In his essay “The Uses of Literature,” Italo Calvino asserts that in order to write, the writer must first invent the “I” who is writing. The “I” who writes in a notebook, journal, or diary may or may not be an invention. We often think of notebooks as presenting a more candid and honest voice, simply due to the intimacy and purposes of a journal. Who exactly is the writer of a notebook? Do notebooks have motives? How do notebooks aid in the writing life? What is the relationship between writing and memory?
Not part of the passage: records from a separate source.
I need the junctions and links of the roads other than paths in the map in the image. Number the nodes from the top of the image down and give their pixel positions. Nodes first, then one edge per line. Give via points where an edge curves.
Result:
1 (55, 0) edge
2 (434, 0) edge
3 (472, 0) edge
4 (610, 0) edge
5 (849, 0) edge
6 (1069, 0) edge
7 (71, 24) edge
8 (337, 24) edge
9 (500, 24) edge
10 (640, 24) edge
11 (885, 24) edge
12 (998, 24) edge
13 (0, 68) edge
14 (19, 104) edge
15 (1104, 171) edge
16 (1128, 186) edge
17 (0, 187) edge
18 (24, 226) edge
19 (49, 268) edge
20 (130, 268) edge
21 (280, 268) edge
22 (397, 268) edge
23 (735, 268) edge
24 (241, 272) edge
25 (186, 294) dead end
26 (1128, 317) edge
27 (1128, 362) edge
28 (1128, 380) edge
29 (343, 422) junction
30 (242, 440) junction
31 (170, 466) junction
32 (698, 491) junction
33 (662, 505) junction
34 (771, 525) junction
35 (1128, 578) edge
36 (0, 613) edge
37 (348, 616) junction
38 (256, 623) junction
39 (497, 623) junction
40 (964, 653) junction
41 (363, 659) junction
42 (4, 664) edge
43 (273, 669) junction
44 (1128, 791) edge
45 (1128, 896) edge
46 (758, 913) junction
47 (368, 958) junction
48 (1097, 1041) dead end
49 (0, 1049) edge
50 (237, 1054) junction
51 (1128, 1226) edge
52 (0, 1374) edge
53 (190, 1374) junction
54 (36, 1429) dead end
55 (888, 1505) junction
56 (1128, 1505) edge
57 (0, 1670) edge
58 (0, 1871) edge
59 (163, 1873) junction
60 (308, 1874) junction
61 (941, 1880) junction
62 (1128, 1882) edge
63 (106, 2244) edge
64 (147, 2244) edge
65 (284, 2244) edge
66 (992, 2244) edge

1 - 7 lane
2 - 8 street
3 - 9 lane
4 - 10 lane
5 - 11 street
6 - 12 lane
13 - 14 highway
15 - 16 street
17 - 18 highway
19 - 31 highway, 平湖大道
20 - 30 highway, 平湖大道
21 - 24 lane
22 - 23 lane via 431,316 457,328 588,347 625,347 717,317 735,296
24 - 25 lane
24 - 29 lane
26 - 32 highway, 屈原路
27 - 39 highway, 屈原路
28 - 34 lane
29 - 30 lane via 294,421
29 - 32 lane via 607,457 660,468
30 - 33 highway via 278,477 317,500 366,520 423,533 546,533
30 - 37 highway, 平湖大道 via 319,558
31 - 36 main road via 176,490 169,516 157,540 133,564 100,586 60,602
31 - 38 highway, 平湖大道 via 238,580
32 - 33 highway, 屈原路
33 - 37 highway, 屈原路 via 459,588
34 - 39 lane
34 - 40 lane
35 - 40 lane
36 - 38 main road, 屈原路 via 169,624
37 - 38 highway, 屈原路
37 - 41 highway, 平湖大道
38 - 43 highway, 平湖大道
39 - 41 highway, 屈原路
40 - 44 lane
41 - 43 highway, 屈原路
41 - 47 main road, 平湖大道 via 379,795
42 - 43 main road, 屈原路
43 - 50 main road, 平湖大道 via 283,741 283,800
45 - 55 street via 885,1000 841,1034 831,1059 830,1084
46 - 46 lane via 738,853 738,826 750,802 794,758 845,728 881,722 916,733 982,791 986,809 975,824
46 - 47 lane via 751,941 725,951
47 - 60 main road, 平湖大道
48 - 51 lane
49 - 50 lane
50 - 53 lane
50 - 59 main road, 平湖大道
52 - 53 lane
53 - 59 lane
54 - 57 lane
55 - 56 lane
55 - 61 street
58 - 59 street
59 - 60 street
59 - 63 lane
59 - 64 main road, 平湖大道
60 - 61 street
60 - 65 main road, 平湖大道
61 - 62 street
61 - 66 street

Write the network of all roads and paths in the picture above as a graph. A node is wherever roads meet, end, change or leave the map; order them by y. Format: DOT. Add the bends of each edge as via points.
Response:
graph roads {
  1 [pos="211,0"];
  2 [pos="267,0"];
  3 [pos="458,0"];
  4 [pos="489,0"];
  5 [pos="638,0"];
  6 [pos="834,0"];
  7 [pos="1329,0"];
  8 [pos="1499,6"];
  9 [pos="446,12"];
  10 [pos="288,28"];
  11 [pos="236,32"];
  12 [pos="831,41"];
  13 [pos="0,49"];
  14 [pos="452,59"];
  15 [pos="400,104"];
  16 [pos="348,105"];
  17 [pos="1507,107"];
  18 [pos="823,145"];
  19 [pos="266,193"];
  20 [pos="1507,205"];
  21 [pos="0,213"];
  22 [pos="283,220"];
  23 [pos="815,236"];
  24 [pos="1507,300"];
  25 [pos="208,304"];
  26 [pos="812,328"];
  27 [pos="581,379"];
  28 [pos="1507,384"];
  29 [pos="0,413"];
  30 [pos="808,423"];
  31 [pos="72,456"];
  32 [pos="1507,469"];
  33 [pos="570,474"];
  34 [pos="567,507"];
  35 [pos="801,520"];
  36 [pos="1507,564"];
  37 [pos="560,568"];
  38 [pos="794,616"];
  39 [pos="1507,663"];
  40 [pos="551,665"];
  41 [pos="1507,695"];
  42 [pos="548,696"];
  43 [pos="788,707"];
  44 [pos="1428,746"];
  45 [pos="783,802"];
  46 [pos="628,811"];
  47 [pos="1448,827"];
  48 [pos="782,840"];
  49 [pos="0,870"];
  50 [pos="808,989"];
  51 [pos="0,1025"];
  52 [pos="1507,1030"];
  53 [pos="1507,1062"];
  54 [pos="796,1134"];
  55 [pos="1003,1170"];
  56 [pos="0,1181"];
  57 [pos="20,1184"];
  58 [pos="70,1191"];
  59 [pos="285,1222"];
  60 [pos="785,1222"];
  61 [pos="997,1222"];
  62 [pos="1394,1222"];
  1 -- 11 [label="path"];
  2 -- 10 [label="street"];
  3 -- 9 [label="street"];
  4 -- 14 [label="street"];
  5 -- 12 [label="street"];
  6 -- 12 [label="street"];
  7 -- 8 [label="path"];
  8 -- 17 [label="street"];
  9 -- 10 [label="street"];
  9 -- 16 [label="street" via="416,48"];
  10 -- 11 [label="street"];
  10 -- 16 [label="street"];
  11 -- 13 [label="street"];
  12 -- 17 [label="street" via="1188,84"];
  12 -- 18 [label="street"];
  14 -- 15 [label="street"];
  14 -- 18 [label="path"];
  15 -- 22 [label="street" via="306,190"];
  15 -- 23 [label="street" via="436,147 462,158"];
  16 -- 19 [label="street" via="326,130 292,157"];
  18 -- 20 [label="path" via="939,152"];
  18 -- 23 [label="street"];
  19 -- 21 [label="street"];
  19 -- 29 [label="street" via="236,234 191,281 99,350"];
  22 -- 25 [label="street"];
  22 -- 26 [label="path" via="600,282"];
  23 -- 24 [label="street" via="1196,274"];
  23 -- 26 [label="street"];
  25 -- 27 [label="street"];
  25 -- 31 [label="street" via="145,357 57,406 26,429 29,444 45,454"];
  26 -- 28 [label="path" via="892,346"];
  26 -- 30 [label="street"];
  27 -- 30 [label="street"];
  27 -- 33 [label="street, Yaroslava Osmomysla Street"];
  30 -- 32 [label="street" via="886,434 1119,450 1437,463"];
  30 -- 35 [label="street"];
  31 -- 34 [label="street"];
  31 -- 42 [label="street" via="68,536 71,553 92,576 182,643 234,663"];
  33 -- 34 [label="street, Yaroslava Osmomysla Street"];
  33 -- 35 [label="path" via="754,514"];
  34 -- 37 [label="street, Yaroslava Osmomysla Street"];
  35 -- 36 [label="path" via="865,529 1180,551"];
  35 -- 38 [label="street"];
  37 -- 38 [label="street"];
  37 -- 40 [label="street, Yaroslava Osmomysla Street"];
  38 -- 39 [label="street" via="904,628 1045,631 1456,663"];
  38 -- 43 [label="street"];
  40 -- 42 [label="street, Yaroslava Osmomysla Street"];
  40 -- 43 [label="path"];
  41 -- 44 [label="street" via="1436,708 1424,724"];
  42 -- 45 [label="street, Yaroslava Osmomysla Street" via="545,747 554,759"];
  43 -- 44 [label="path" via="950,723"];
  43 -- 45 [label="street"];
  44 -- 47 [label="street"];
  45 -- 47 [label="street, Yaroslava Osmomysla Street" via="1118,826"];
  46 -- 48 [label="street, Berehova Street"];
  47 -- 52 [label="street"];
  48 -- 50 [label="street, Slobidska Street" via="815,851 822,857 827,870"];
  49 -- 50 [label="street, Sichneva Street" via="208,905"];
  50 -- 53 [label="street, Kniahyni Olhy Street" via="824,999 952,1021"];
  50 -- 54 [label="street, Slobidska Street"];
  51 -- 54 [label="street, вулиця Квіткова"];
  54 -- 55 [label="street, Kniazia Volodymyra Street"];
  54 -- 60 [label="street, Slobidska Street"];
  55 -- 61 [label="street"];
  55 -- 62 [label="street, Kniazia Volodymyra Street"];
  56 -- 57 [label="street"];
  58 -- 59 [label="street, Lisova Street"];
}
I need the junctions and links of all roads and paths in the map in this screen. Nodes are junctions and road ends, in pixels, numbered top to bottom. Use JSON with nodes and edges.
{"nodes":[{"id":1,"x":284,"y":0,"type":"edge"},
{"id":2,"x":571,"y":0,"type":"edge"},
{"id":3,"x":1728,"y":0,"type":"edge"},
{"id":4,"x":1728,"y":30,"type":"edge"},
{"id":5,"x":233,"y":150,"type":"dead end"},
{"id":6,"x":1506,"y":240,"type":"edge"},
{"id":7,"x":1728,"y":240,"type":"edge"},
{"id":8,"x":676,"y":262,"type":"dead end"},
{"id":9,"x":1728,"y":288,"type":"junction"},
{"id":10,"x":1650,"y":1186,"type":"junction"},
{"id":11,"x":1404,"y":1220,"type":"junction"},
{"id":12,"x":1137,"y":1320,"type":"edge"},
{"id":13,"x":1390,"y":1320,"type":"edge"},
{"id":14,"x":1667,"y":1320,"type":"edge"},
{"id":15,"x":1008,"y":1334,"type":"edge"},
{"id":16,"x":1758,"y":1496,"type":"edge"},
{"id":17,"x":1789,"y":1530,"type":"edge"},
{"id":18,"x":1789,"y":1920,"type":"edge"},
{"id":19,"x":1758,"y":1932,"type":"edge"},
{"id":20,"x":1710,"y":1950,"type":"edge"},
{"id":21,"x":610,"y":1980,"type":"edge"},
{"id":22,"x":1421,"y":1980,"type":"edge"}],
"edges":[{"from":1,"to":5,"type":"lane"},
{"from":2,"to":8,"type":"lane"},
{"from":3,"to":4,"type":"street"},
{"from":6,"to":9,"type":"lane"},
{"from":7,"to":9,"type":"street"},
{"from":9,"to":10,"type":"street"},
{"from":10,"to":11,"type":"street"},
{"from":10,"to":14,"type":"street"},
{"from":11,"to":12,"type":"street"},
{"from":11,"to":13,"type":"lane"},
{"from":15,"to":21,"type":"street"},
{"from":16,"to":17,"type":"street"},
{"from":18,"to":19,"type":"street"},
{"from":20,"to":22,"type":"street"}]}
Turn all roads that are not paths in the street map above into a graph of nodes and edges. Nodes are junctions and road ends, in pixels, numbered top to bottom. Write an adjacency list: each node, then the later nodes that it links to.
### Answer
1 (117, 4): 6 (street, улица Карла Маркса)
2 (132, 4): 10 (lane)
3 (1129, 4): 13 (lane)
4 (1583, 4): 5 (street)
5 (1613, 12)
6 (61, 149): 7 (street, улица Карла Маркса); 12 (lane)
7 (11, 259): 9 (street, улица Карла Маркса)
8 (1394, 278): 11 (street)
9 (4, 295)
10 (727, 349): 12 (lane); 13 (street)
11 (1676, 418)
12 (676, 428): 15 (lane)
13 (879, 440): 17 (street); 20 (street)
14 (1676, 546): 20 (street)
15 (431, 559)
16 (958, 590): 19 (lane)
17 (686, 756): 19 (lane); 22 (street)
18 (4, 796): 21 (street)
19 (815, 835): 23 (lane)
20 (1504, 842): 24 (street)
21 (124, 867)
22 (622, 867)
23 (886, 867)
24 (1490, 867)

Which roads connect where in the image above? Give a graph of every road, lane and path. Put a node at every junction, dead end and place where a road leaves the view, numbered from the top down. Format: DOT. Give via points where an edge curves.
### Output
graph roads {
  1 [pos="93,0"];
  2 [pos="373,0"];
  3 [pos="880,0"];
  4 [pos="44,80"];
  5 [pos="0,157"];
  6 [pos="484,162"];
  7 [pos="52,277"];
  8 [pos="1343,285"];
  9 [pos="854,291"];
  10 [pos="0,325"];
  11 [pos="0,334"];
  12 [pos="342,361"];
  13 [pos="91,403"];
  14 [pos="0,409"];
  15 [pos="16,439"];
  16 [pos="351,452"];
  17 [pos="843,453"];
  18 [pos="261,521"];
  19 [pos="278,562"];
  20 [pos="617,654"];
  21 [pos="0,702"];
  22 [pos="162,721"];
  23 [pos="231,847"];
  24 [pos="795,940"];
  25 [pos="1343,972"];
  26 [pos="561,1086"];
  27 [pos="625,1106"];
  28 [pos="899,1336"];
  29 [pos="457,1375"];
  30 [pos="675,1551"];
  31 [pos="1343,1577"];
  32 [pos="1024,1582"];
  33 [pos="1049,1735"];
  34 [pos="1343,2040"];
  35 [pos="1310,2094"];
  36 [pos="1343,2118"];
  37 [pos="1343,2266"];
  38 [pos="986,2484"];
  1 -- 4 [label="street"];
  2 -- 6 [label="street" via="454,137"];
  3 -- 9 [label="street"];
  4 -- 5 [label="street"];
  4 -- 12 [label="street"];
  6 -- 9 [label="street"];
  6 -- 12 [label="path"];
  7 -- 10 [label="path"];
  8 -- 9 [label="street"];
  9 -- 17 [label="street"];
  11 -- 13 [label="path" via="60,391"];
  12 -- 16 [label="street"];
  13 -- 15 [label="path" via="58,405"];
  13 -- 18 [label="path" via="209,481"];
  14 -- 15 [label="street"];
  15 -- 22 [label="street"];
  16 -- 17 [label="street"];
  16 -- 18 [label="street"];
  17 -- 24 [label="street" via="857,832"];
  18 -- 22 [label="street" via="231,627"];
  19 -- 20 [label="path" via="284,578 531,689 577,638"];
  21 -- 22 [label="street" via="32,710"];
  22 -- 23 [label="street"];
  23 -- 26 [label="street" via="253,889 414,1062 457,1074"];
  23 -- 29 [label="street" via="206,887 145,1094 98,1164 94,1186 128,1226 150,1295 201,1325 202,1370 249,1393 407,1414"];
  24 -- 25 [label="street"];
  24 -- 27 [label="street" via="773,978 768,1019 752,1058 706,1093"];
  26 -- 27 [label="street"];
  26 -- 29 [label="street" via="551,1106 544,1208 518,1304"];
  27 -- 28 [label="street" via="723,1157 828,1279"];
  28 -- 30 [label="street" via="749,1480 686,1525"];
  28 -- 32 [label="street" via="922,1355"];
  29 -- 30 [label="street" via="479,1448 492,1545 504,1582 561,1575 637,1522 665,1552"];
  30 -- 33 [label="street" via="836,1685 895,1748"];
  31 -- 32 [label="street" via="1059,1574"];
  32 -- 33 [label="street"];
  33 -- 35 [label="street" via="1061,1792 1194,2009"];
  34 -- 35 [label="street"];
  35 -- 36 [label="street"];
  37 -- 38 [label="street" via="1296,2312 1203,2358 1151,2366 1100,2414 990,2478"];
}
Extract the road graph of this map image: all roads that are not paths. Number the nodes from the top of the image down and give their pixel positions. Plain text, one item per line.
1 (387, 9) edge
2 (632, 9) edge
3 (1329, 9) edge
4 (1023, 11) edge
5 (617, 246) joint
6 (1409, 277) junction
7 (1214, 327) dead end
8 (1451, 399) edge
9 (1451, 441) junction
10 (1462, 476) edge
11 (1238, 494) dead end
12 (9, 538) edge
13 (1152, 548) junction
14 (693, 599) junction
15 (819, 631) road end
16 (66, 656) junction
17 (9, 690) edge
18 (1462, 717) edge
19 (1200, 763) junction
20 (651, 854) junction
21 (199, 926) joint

We will consider carefully, from Plato: “They will cease to exercise memory because they rely on that which is written, calling things to remembrance no longer from within themselves, but by means of external marks.” This course is an examination of the writing life alongside the act of keeping a notebook. We’ll read Annie Ernaux’s Getting Lost alongside the distillation of it in A Simple Passion. We’ll also read such works as “On Keeping a Notebook” by Joan Didion, The Blue Octavo Notebooks by Kafka, The Writing Life by Annie Dillard, ongoingness: on keeping a diary by Sarah Manguso, and bring down the little birds by Carmen Gimenez Smith. In addition to writing critically on assigned texts, students will be required to keep a notebook.

Learning Outcomes:
- To examine various methods of recording and documentation as it applies to a notebook within a writing life;
- To examine various methods of forming a writing life and practice;
- To discover how everydayness finds news expression within literature;
- To discourse on literature eloquently in both discussion and in critical papers.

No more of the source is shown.